15.  How much does it cost?

FamilyTreeDNA offers a variety of tests and services.  Please see descriptions of products at their web site:

FamilyTreeDNA Products and Prices

The prices given there are the "list" the prices you will pay if you do not join a project.  Those who join a project will enjoy discounts on these tests (see table below).  The "bundled" tests represent a savings over purchasing tests separately. 
 

Your project administrator recommends the Y-DNA67 test or at least the Y-DNA37 test.
Test List Price Group Price
Y-DNA12 119 99
Y-DNA25   124
Y-DNA37 169 149
Y-DNA67 268 239
Y-DNA12 + mtDNA 199 179
Y-DNA37 + mtDNAPlus 299 269
Y-DNA67 + mtDNAPlus 399 359
SuperDNA (Y67 + Full Sequence mtDNA) 695 665
Y-DNA Conversion Kit 149  
Plus shipping and handling: $4 domestic; $6 international. (Amounts are U.S. dollars.)

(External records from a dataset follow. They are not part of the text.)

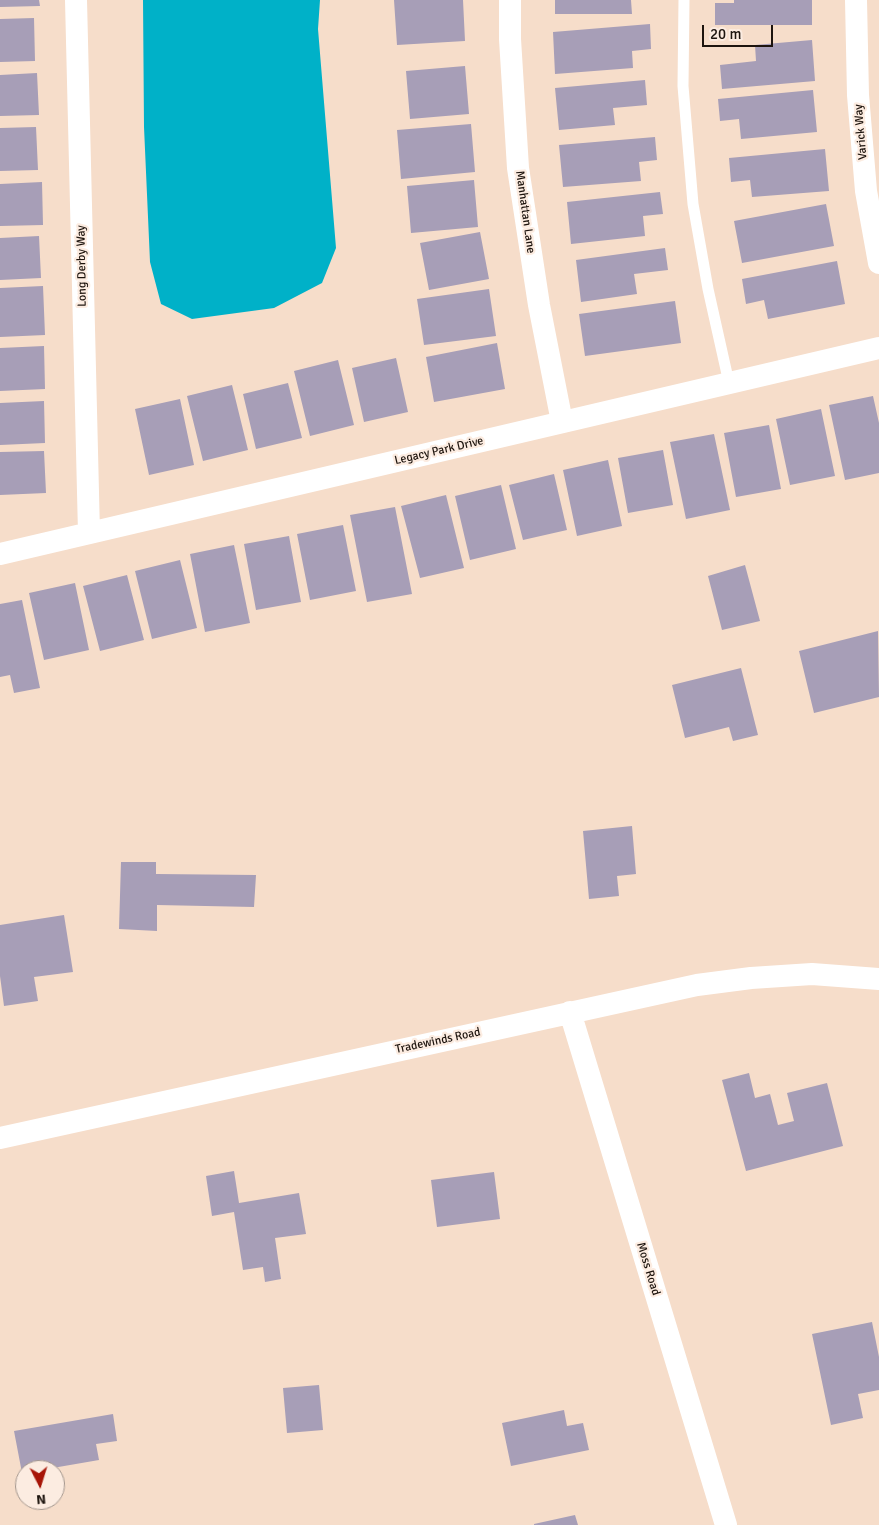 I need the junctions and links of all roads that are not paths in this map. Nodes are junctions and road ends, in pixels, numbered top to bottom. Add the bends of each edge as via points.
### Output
1 (76, 0) edge
2 (510, 0) edge
3 (684, 0) edge
4 (856, 0) edge
5 (879, 263) edge
6 (879, 348) edge
7 (729, 383) junction
8 (562, 422) junction
9 (89, 533) junction
10 (0, 554) edge
11 (879, 979) edge
12 (570, 1012) junction
13 (0, 1138) edge
14 (726, 1525) edge

1 - 9 street, Long Derby Way
2 - 8 street, Manhattan Lane via 518,168 539,305
3 - 7 lane via 683,86 694,204 708,289
4 - 5 street, Varick Way via 858,95 866,191
6 - 7 street, Legacy Park Drive
7 - 8 street, Legacy Park Drive
8 - 9 street, Legacy Park Drive
9 - 10 street, Legacy Park Drive
11 - 12 street, Tradewinds Road via 812,974 750,978 696,985
12 - 13 street, Tradewinds Road
12 - 14 street, Moss Road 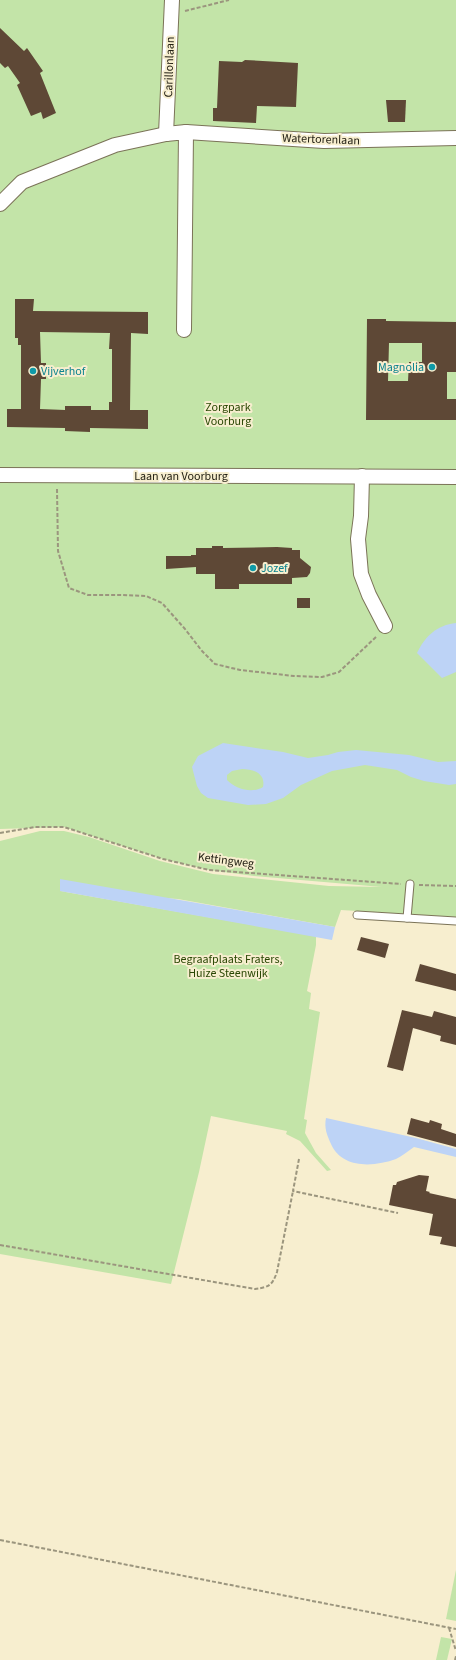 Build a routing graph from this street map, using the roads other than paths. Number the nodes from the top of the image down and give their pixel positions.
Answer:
1 (172, 7) edge
2 (186, 132) junction
3 (166, 134) junction
4 (456, 138) edge
5 (0, 204) edge
6 (184, 330) dead end
7 (0, 475) edge
8 (362, 476) junction
9 (456, 476) edge
10 (385, 626) road end
11 (410, 884) road end
12 (357, 915) dead end
13 (407, 918) junction
14 (456, 921) edge

1 - 3 street, Carillonlaan
2 - 3 street, Watertorenlaan
2 - 4 street, Watertorenlaan
2 - 6 street
3 - 5 street, Watertorenlaan
7 - 8 street, Laan van Voorburg
8 - 9 street, Laan van Voorburg
8 - 10 street
11 - 13 lane
12 - 13 lane
13 - 14 lane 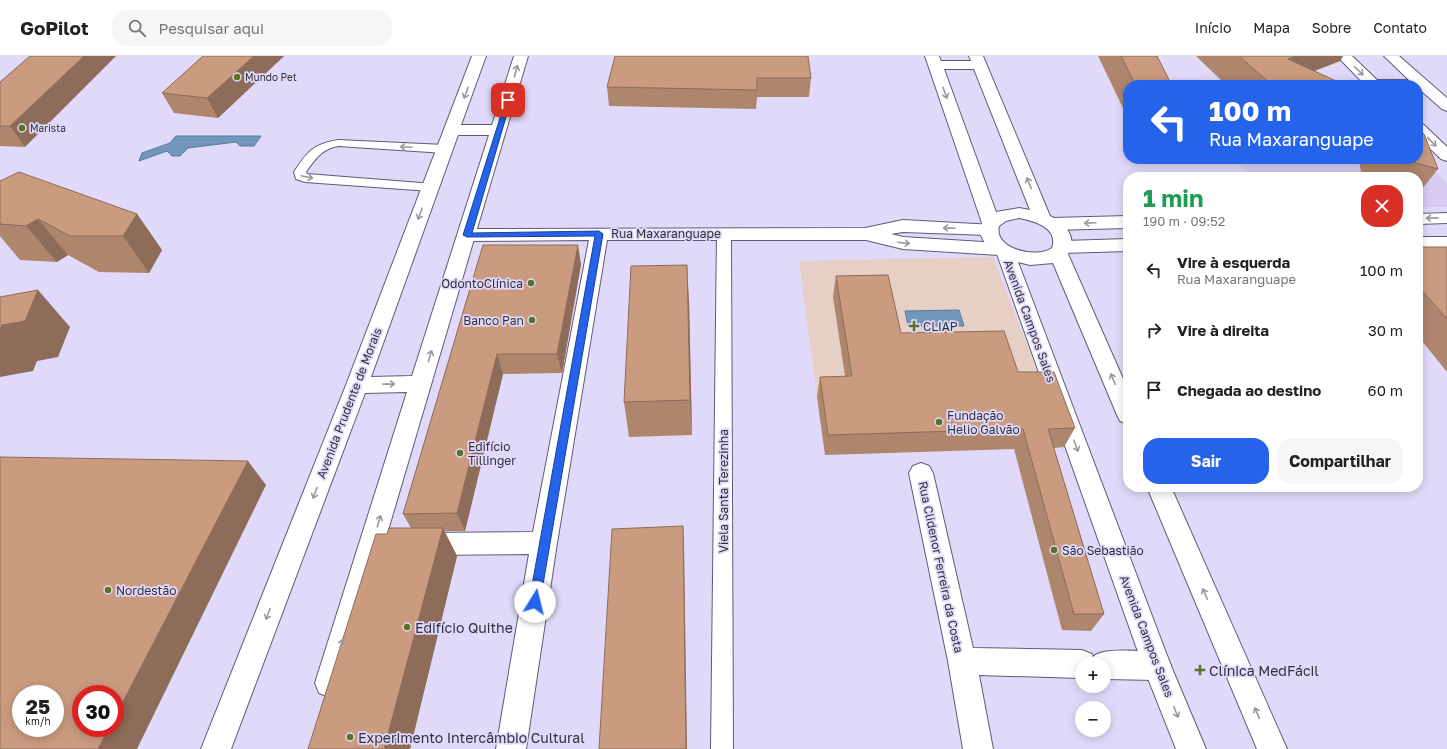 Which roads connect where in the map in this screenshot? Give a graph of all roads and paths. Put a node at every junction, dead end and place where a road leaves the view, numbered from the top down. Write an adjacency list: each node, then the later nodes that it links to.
1 (479, 56): 13 (street, Avenida Prudente de Morais, one-way to 13)
2 (521, 56): 11 (street, one-way to 2)
3 (1344, 56): 7 (street, one-way to 7)
4 (1391, 56): 8 (street)
5 (933, 60): 6 (street); 20 (street, one-way to 20)
6 (978, 60): 18 (street, one-way to 6)
7 (1369, 80)
8 (1418, 80)
9 (1423, 85): 10 (street)
10 (1447, 106)
11 (499, 130): 13 (street); 24 (street)
12 (1423, 133): 14 (street, one-way to 14)
13 (448, 140): 15 (street, Avenida Prudente de Morais); 15 (lane, one-way to 15)
14 (1447, 156)
15 (430, 187): 31 (street, Avenida Prudente de Morais, one-way to 31)
16 (1423, 218): 17 (street, one-way to 16)
17 (1447, 218)
18 (1048, 221): 19 (street, one-way to 18); 20 (street); 29 (street)
19 (1123, 222)
20 (990, 226): 23 (street, Rua Maxaranguape, one-way to 23); 28 (street)
21 (724, 233): 22 (street, Rua Maxaranguape); 23 (street, Rua Maxaranguape); 44 (lane, Viela Santa Terezinha)
22 (599, 234): 24 (street, Rua Maxaranguape); 35 (street)
23 (866, 234): 28 (street, Rua Maxaranguape, one-way to 28)
24 (467, 235): 30 (street, one-way to 24)
25 (1423, 243): 26 (street)
26 (1447, 243)
27 (1123, 245): 29 (street)
28 (1002, 250): 29 (street); 40 (street, Avenida Campos Sales, one-way to 40)
29 (1061, 250): 32 (street, one-way to 29)
30 (421, 384): 31 (street, one-way to 30); 36 (street, one-way to 30)
31 (357, 385): 42 (street, Avenida Prudente de Morais, one-way to 42)
32 (1123, 403)
33 (921, 473): 37 (street, Rua Clidenor Ferreira da Costa)
34 (1161, 492): 47 (street, one-way to 34)
35 (544, 543): 36 (street); 43 (street)
36 (372, 544): 41 (street, one-way to 36)
37 (962, 661): 38 (street, Rua Clidenor Ferreira da Costa); 45 (street, Rua Clidenor Ferreira da Costa)
38 (1075, 664)
39 (1111, 665): 40 (street)
40 (1157, 666): 46 (street, Avenida Campos Sales, one-way to 46)
41 (323, 703)
42 (216, 749)
43 (511, 749)
44 (722, 749)
45 (978, 749)
46 (1191, 749)
47 (1272, 749)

It's ultimately cheaper to purchase the most markers at the outset.  Upgrading the number of markers in stages reduces the initial sticker-shock, but will cost more in the long run:

Test Price
Y-Refine 12 to 25 49
Y-Refine 12 to 37 99
Y-Refine 12 to 67 189
Y-Refine 25 to 37 49
Y-Refine 25 to 67 148
Y-Refine 37 to 67 99

If you purchase 12 markers, then upgrade to 25, then upgrade to 37, then upgrade to 67, your total cost would be $296, compared to purchasing 67 markers at the outset for $239.  On the other hand, the additional $57 may be worth it to spread the cost out over time.

FamilyTreeDNA periodically has promotional specials, so I will try to keep this web site updated with the current ones.